◆ Work request: Leave the pictures out and reproduce all the entries word for word.

◆ Provided data:
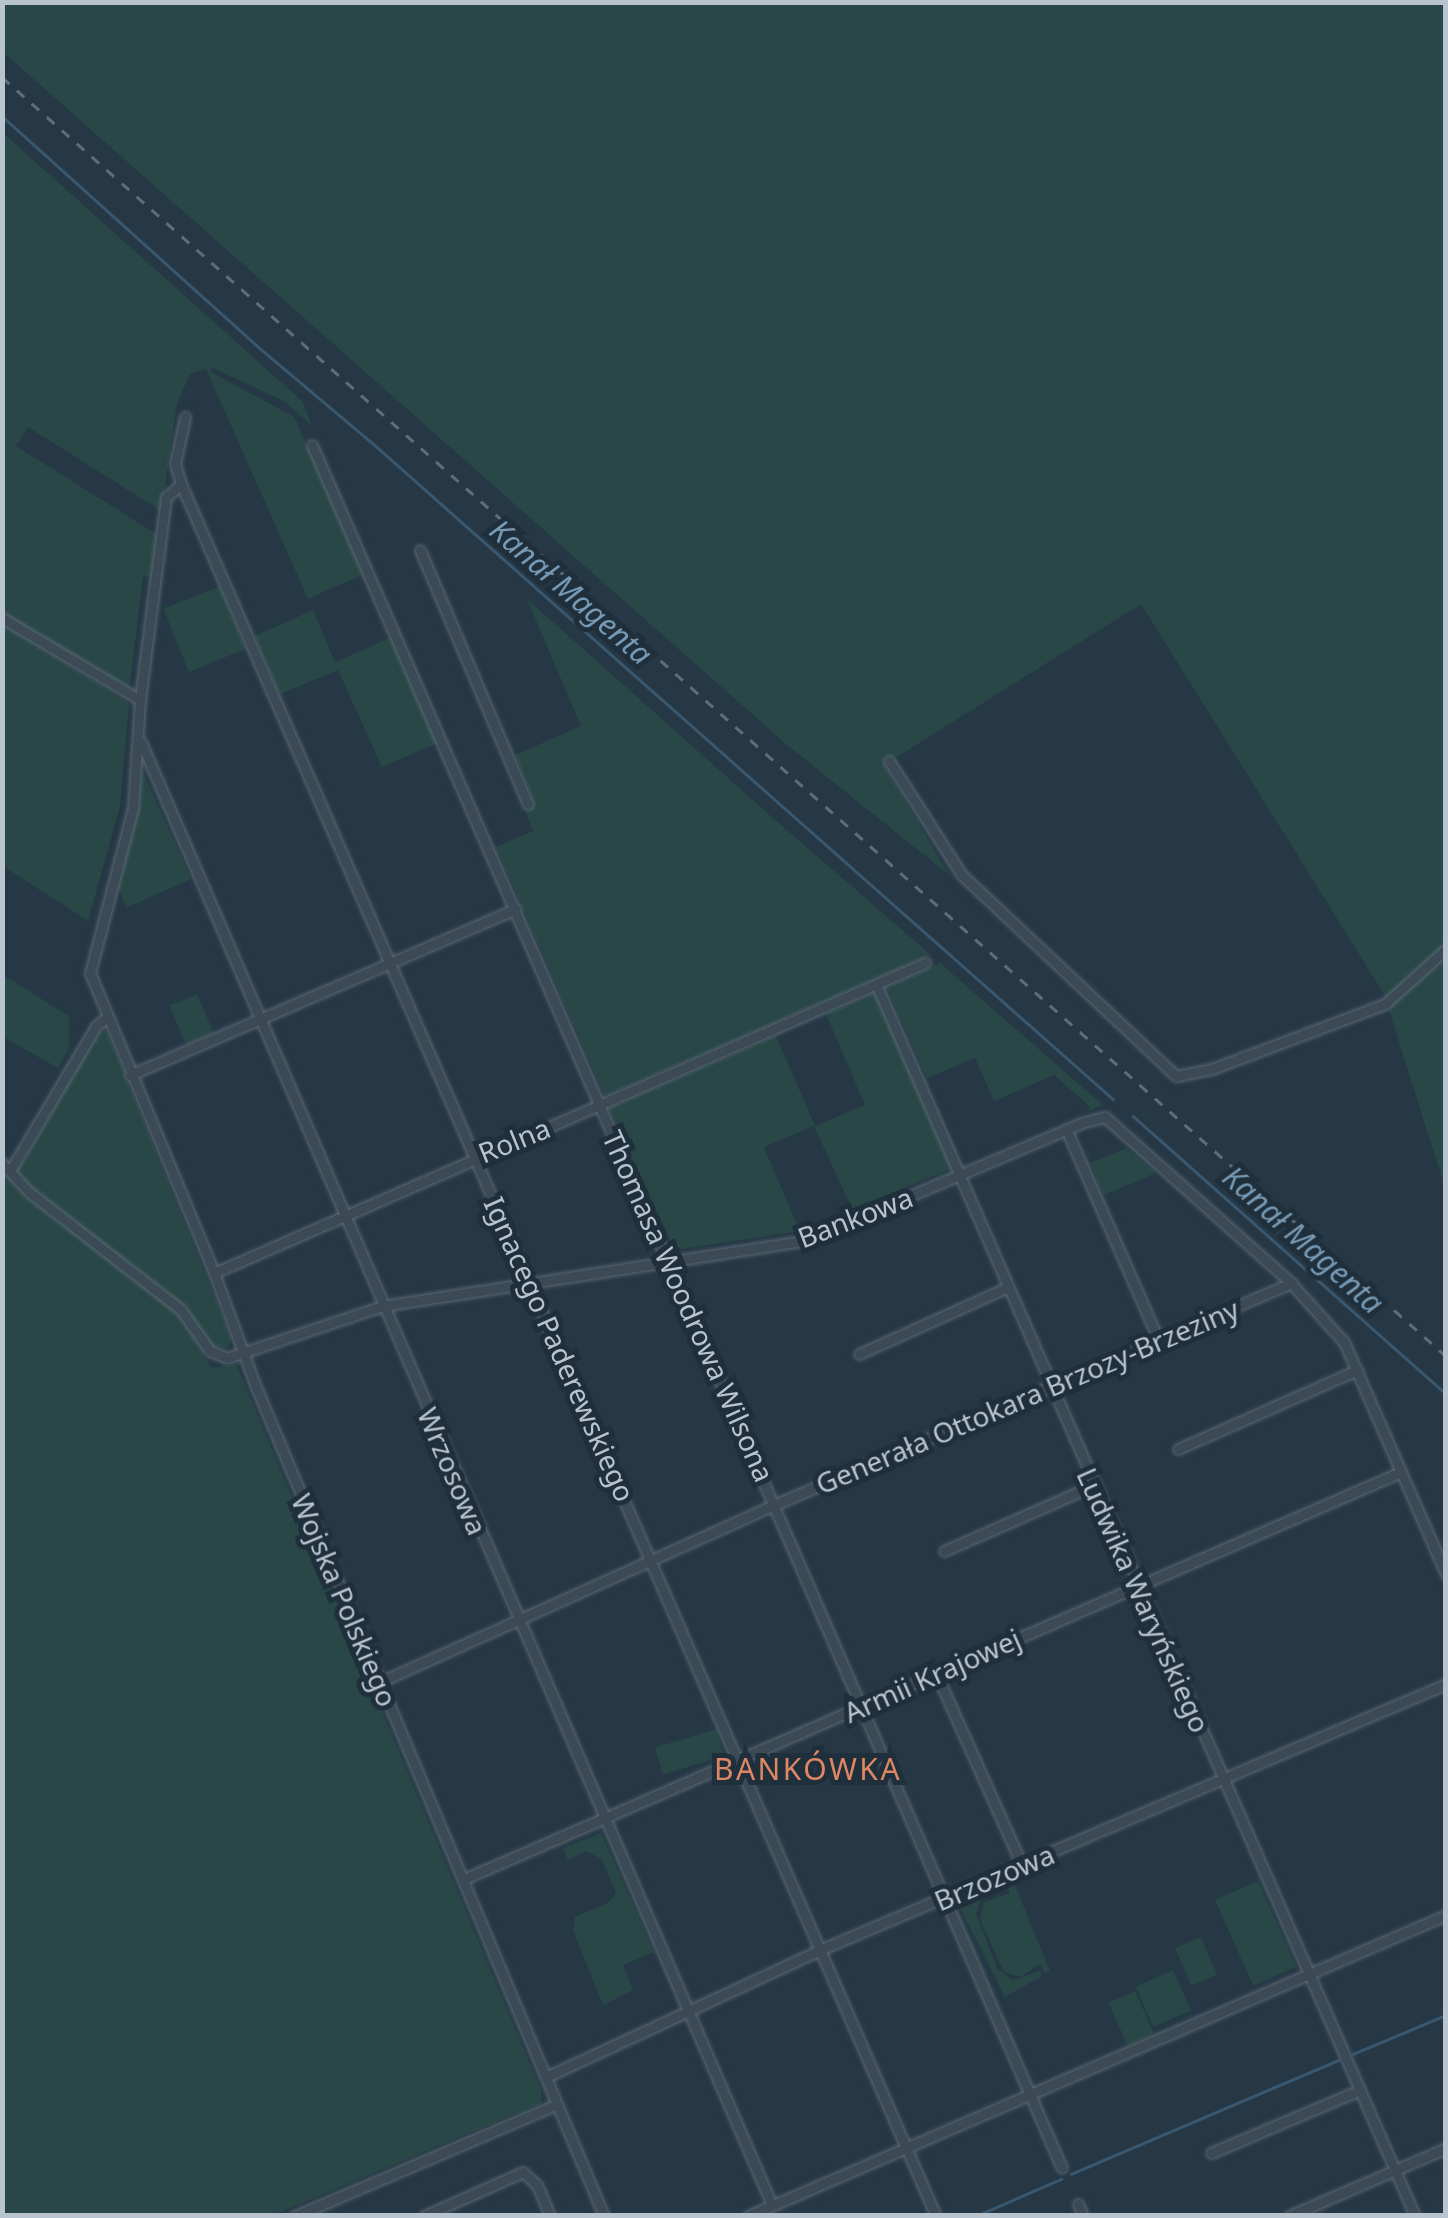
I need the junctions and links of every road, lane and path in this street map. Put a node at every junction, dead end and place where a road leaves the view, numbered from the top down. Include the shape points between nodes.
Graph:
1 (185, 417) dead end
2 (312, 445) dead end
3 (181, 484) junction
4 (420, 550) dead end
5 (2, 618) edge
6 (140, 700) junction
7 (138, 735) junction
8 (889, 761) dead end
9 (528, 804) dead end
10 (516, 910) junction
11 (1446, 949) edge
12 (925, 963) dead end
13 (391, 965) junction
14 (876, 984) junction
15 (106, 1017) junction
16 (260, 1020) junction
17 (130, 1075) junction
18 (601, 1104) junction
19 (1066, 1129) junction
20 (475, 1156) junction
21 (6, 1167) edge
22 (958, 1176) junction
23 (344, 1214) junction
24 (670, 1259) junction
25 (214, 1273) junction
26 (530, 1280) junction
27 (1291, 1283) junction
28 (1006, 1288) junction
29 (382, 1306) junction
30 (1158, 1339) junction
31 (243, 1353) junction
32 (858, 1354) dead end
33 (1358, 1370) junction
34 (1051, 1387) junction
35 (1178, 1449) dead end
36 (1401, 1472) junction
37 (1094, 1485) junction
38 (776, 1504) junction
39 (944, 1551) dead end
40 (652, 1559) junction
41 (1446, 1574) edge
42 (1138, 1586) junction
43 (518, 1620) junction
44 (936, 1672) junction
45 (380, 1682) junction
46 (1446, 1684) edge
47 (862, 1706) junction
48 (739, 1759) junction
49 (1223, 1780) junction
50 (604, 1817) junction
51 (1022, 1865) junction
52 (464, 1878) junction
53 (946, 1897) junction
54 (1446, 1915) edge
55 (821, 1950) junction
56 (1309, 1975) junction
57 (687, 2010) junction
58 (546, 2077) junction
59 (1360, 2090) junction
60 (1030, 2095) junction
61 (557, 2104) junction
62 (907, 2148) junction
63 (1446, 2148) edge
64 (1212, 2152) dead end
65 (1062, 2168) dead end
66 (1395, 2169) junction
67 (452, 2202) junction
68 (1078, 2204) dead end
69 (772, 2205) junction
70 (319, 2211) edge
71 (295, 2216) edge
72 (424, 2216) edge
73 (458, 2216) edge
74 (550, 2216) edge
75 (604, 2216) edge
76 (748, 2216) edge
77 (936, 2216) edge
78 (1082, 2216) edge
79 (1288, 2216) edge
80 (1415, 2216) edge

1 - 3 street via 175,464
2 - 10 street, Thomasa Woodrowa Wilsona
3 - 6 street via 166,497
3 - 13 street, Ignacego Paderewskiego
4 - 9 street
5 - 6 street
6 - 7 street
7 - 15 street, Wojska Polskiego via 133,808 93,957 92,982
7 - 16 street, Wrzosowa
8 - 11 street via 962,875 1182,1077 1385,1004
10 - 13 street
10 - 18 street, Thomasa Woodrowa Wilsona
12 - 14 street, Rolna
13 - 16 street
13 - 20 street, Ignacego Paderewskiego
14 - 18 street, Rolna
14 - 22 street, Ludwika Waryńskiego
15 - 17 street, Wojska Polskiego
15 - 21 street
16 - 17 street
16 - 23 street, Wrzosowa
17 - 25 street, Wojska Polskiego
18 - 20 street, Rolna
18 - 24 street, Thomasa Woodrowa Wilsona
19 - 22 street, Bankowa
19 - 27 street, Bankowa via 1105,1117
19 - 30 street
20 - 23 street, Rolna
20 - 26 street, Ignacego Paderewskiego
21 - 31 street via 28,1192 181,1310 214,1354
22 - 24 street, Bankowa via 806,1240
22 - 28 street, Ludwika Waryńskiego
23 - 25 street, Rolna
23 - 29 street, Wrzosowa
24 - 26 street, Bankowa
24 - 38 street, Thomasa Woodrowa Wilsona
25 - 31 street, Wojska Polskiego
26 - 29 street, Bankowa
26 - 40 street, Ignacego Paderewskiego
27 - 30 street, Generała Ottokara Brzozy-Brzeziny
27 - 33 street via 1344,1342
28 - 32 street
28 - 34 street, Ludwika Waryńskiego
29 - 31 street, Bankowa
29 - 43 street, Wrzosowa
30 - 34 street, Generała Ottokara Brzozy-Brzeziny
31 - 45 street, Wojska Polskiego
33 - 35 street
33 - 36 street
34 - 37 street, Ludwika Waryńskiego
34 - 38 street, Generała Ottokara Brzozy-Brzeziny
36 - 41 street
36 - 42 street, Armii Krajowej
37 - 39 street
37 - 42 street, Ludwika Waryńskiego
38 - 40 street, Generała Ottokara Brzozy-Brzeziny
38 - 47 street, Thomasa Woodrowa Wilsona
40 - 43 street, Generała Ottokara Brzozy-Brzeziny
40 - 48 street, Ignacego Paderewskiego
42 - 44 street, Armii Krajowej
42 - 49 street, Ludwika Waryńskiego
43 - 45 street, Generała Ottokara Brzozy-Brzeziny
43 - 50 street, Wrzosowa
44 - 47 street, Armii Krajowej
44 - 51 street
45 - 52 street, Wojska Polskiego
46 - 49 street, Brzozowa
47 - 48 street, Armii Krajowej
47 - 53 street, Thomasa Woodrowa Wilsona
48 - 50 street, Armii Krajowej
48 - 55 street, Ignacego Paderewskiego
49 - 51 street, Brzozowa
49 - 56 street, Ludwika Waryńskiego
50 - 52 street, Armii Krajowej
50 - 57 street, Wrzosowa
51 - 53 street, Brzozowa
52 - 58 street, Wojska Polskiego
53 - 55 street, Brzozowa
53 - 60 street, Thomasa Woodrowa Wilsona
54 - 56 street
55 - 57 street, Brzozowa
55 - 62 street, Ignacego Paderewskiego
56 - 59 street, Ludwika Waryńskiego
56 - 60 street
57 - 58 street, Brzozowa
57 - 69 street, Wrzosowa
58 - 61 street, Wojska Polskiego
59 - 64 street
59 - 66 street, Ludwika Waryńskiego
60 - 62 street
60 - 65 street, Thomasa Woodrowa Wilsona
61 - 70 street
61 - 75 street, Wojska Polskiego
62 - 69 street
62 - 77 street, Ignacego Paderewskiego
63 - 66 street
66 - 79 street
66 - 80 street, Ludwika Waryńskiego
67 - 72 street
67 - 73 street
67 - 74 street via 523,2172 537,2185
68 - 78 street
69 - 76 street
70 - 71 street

◆ Result of this exercise:
I need the junctions and links of every road, lane and path in this street map. Put a node at every junction, dead end and place where a road leaves the view, numbered from the top down. Include the shape points between nodes.
Graph:
1 (185, 417) dead end
2 (312, 445) dead end
3 (181, 484) junction
4 (420, 550) dead end
5 (2, 618) edge
6 (140, 700) junction
7 (138, 735) junction
8 (889, 761) dead end
9 (528, 804) dead end
10 (516, 910) junction
11 (1446, 949) edge
12 (925, 963) dead end
13 (391, 965) junction
14 (876, 984) junction
15 (106, 1017) junction
16 (260, 1020) junction
17 (130, 1075) junction
18 (601, 1104) junction
19 (1066, 1129) junction
20 (475, 1156) junction
21 (6, 1167) edge
22 (958, 1176) junction
23 (344, 1214) junction
24 (670, 1259) junction
25 (214, 1273) junction
26 (530, 1280) junction
27 (1291, 1283) junction
28 (1006, 1288) junction
29 (382, 1306) junction
30 (1158, 1339) junction
31 (243, 1353) junction
32 (858, 1354) dead end
33 (1358, 1370) junction
34 (1051, 1387) junction
35 (1178, 1449) dead end
36 (1401, 1472) junction
37 (1094, 1485) junction
38 (776, 1504) junction
39 (944, 1551) dead end
40 (652, 1559) junction
41 (1446, 1574) edge
42 (1138, 1586) junction
43 (518, 1620) junction
44 (936, 1672) junction
45 (380, 1682) junction
46 (1446, 1684) edge
47 (862, 1706) junction
48 (739, 1759) junction
49 (1223, 1780) junction
50 (604, 1817) junction
51 (1022, 1865) junction
52 (464, 1878) junction
53 (946, 1897) junction
54 (1446, 1915) edge
55 (821, 1950) junction
56 (1309, 1975) junction
57 (687, 2010) junction
58 (546, 2077) junction
59 (1360, 2090) junction
60 (1030, 2095) junction
61 (557, 2104) junction
62 (907, 2148) junction
63 (1446, 2148) edge
64 (1212, 2152) dead end
65 (1062, 2168) dead end
66 (1395, 2169) junction
67 (452, 2202) junction
68 (1078, 2204) dead end
69 (772, 2205) junction
70 (319, 2211) edge
71 (295, 2216) edge
72 (424, 2216) edge
73 (458, 2216) edge
74 (550, 2216) edge
75 (604, 2216) edge
76 (748, 2216) edge
77 (936, 2216) edge
78 (1082, 2216) edge
79 (1288, 2216) edge
80 (1415, 2216) edge

1 - 3 street via 175,464
2 - 10 street, Thomasa Woodrowa Wilsona
3 - 6 street via 166,497
3 - 13 street, Ignacego Paderewskiego
4 - 9 street
5 - 6 street
6 - 7 street
7 - 15 street, Wojska Polskiego via 133,808 93,957 92,982
7 - 16 street, Wrzosowa
8 - 11 street via 962,875 1182,1077 1385,1004
10 - 13 street
10 - 18 street, Thomasa Woodrowa Wilsona
12 - 14 street, Rolna
13 - 16 street
13 - 20 street, Ignacego Paderewskiego
14 - 18 street, Rolna
14 - 22 street, Ludwika Waryńskiego
15 - 17 street, Wojska Polskiego
15 - 21 street
16 - 17 street
16 - 23 street, Wrzosowa
17 - 25 street, Wojska Polskiego
18 - 20 street, Rolna
18 - 24 street, Thomasa Woodrowa Wilsona
19 - 22 street, Bankowa
19 - 27 street, Bankowa via 1105,1117
19 - 30 street
20 - 23 street, Rolna
20 - 26 street, Ignacego Paderewskiego
21 - 31 street via 28,1192 181,1310 214,1354
22 - 24 street, Bankowa via 806,1240
22 - 28 street, Ludwika Waryńskiego
23 - 25 street, Rolna
23 - 29 street, Wrzosowa
24 - 26 street, Bankowa
24 - 38 street, Thomasa Woodrowa Wilsona
25 - 31 street, Wojska Polskiego
26 - 29 street, Bankowa
26 - 40 street, Ignacego Paderewskiego
27 - 30 street, Generała Ottokara Brzozy-Brzeziny
27 - 33 street via 1344,1342
28 - 32 street
28 - 34 street, Ludwika Waryńskiego
29 - 31 street, Bankowa
29 - 43 street, Wrzosowa
30 - 34 street, Generała Ottokara Brzozy-Brzeziny
31 - 45 street, Wojska Polskiego
33 - 35 street
33 - 36 street
34 - 37 street, Ludwika Waryńskiego
34 - 38 street, Generała Ottokara Brzozy-Brzeziny
36 - 41 street
36 - 42 street, Armii Krajowej
37 - 39 street
37 - 42 street, Ludwika Waryńskiego
38 - 40 street, Generała Ottokara Brzozy-Brzeziny
38 - 47 street, Thomasa Woodrowa Wilsona
40 - 43 street, Generała Ottokara Brzozy-Brzeziny
40 - 48 street, Ignacego Paderewskiego
42 - 44 street, Armii Krajowej
42 - 49 street, Ludwika Waryńskiego
43 - 45 street, Generała Ottokara Brzozy-Brzeziny
43 - 50 street, Wrzosowa
44 - 47 street, Armii Krajowej
44 - 51 street
45 - 52 street, Wojska Polskiego
46 - 49 street, Brzozowa
47 - 48 street, Armii Krajowej
47 - 53 street, Thomasa Woodrowa Wilsona
48 - 50 street, Armii Krajowej
48 - 55 street, Ignacego Paderewskiego
49 - 51 street, Brzozowa
49 - 56 street, Ludwika Waryńskiego
50 - 52 street, Armii Krajowej
50 - 57 street, Wrzosowa
51 - 53 street, Brzozowa
52 - 58 street, Wojska Polskiego
53 - 55 street, Brzozowa
53 - 60 street, Thomasa Woodrowa Wilsona
54 - 56 street
55 - 57 street, Brzozowa
55 - 62 street, Ignacego Paderewskiego
56 - 59 street, Ludwika Waryńskiego
56 - 60 street
57 - 58 street, Brzozowa
57 - 69 street, Wrzosowa
58 - 61 street, Wojska Polskiego
59 - 64 street
59 - 66 street, Ludwika Waryńskiego
60 - 62 street
60 - 65 street, Thomasa Woodrowa Wilsona
61 - 70 street
61 - 75 street, Wojska Polskiego
62 - 69 street
62 - 77 street, Ignacego Paderewskiego
63 - 66 street
66 - 79 street
66 - 80 street, Ludwika Waryńskiego
67 - 72 street
67 - 73 street
67 - 74 street via 523,2172 537,2185
68 - 78 street
69 - 76 street
70 - 71 street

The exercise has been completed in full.